New Energy Emerges In Gun-Control Push

No matter what happens with the legislation being taken up by the Senate on Thursday, the sheer heft of the gun conversation could itself be a major victory for the gun-control movement.

“The media is so fixated on ‘now.’ If you don’t get it done now, you’ll never get it. We’ve never thought that. This has always been about changing the political dynamic permanently,” said Ladd Everitt, communications director for the Coalition to Stop Gun Violence. “I am seeing tons of energy on our side. I’m not giving up on anything.”

The political dynamic is definitely evolving. Senators are freely talking about the finer delineations of expanded background checks, definitions of how mental health should be listed, and the rudiments of the Second Amendment. The president and the vice president are also speaking loudly. There hasn’t been a substantive conversation on gun violence in Congress of this magnitude since the 1994 Crime Bill.

And no one is crying foul, at least not yet. Sen. Mark Pryor, D-Ark., who says he is opposed to “gun control,” also said Tuesday that he is talking to Senate Majority Leader Harry Reid about offering an amendment that would change the mental-health reporting requirements associated with the national database of people banned from buying guns. Reid said later in the day that he wanted a vote on mental health.

Two senators who have been hashing out a compromise measure on background checks are announcing their proposal Wednesday. It isn't clear whether the exceptions carved out by Sens. Pat Toomey, R-Pa., and Joe Manchin, D-W.Va., for some private gun sales will pass muster with Republicans opposed to near-universal record-keeping, but it illustrates the sophistication of the debate.

Pro-gun Republicans are also ready for the fight. “I want to proceed to this bill. I want to debate it. I am not afraid of this bill,” said Sen. Lindsey Graham, R-S.C., echoing statements from several in the GOP about the need to air out lawmakers’ views.

“My hope is a full and open debate with amendments,” said Sen. Susan Collins, R-Maine, who is cosponsoring two of the pieces of the gun package that will likely receive a go-ahead vote Thursday. Collins is like most Republicans in that she does not support universal background checks, the major thrust of the legislation. But she does want to see the other two pieces of the bill enacted: increased penalties for gun trafficking and school-safety grants. To do that, she needs to vote ‘yes’ on Thursday. And that’s what she says she will do.
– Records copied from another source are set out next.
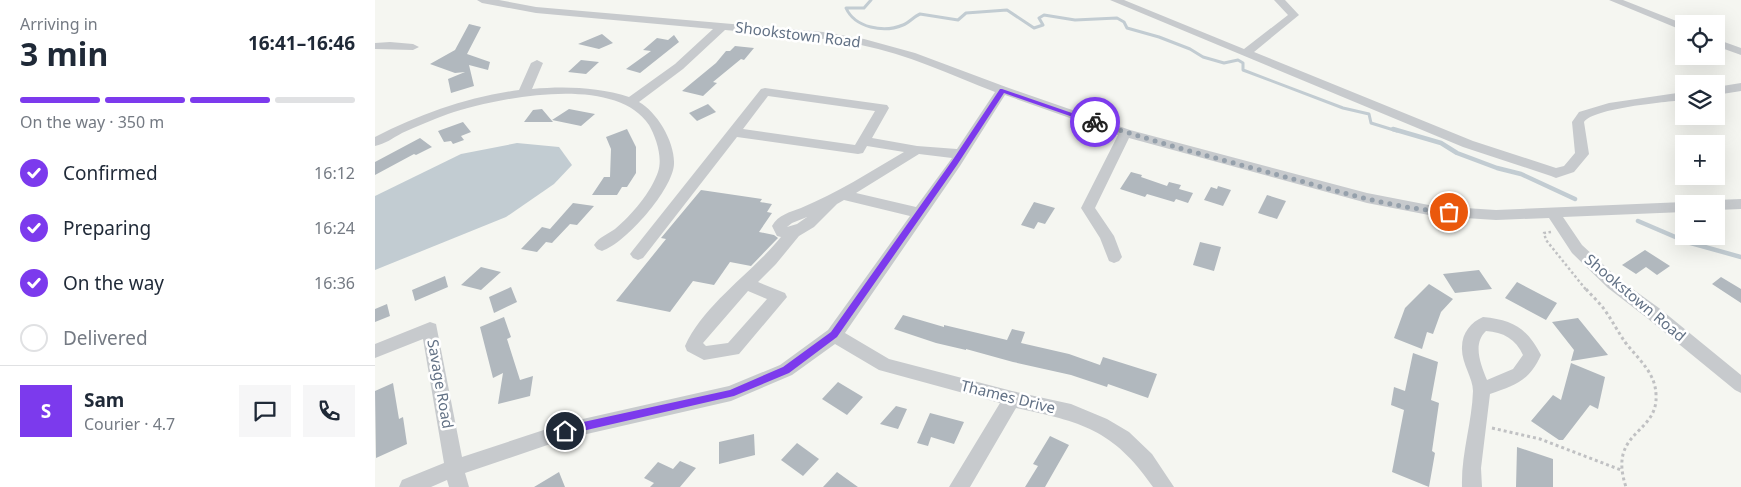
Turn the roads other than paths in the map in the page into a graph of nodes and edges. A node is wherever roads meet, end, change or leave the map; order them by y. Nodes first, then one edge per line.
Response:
1 (482, 0) edge
2 (1115, 0) edge
3 (1279, 0) edge
4 (1615, 0) edge
5 (1675, 24) edge
6 (722, 26) junction
7 (375, 46) edge
8 (1725, 46) edge
9 (413, 48) dead end
10 (1741, 52) edge
11 (1246, 53) junction
12 (537, 63) dead end
13 (1741, 87) edge
14 (1002, 90) junction
15 (1725, 90) edge
16 (524, 92) junction
17 (1675, 97) edge
18 (631, 102) junction
19 (733, 132) junction
20 (1125, 132) junction
21 (864, 141) junction
22 (375, 142) edge
23 (917, 150) junction
24 (960, 154) junction
25 (838, 198) junction
26 (1741, 204) edge
27 (1725, 205) edge
28 (1675, 206) edge
29 (920, 213) junction
30 (1553, 213) junction
31 (602, 244) dead end
32 (638, 254) dead end
33 (1114, 257) dead end
34 (746, 284) junction
35 (834, 335) junction
36 (375, 351) edge
37 (1741, 386) edge
38 (1482, 389) dead end
39 (1012, 399) junction
40 (454, 468) junction
41 (409, 487) edge
42 (459, 487) edge
43 (959, 487) edge
44 (1164, 487) edge
45 (1472, 487) edge

1 - 6 street, Shookstown Road
2 - 11 street
3 - 11 street
4 - 5 street
6 - 14 street, Shookstown Road
6 - 18 street
7 - 9 street
8 - 10 street
11 - 17 street
12 - 16 street
13 - 15 street
14 - 20 street, Shookstown Road
14 - 24 street
16 - 18 street
16 - 22 street
18 - 31 street
19 - 21 street
19 - 21 street
19 - 32 street
20 - 30 street, Shookstown Road
20 - 33 street
21 - 23 street
23 - 24 street
23 - 25 street
24 - 29 street
25 - 29 street
25 - 34 street
26 - 27 street
28 - 30 street
29 - 35 street
30 - 37 street, Shookstown Road
34 - 34 street
35 - 39 street, Thames Drive
35 - 40 street
36 - 40 street, Savage Road
38 - 45 street
39 - 43 street
39 - 44 street, Thames Drive
40 - 41 street
40 - 42 street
If enough Republicans join her, the Senate floor will be open to a wide-ranging debate. The field of likely amendments has expanded from two on Reid’s must-vote list—bans on assault weapons and high-capacity magazine clips—to four or more. Collins wants the gun-trafficking and school-safety provisions to be unlinked from universal background checks. The gun-trafficking measure is important enough to the gun-control movement that advocates will probably not stand in the way of that request, even though expanded background checks are their highest priority.

The background-check language in the gun bill, proposed by Sen. Chuck Schumer, D-N.Y., does not have enough votes to pass the Senate. But if there is a vote on it, that’s still huge progress for the Democrats and gun-control advocates. “We would be perfectly content right now to go to the floor with Schumer’s bill. Make people vote on this,” Everitt said.

The changes proffered by Toomey and Manchin will also be offered as an amendment, yielding an in-depth conversation on how far the background-check system should extend into private sales. On the Internet? Over the backyard fence? To your daughter?

Graham’s bill on mental-health reporting requirements, which Pryor cosponsors, also could receive a vote. Gun-control advocates oppose the measure because they say it shrinks the category of people prohibited from buying a gun due to mental illness. The Major Cities Chiefs Association sent a letter to Graham last week complaining that it does not encourage states to submit mental-health records to the national database.

Pryor shrugged off their criticism Tuesday. “They’re just pretty much openly for gun control,” he said. “In Arkansas, we see it from a different perspective.”

Of course, this may not end anytime soon. While there is no guarantee that Thursday’s procedural vote will gain the needed 60 votes, Reid pledged Tuesday to revive it in other ways if the vote fails. He can use another parliamentary maneuver to bring individual pieces of the gun-control agenda to the floor for votes. It could take months, which would give advocates the opportunity to hammer senators who hold things up.

While support for a filibuster among some Republican senators appears to be crumbling, gun-control advocates are getting ready with a “filibuster the filibuster” campaign in which survivors of gun violence will read the names of people who have been killed by guns.

“We’ll go as long as they go,” Everitt said.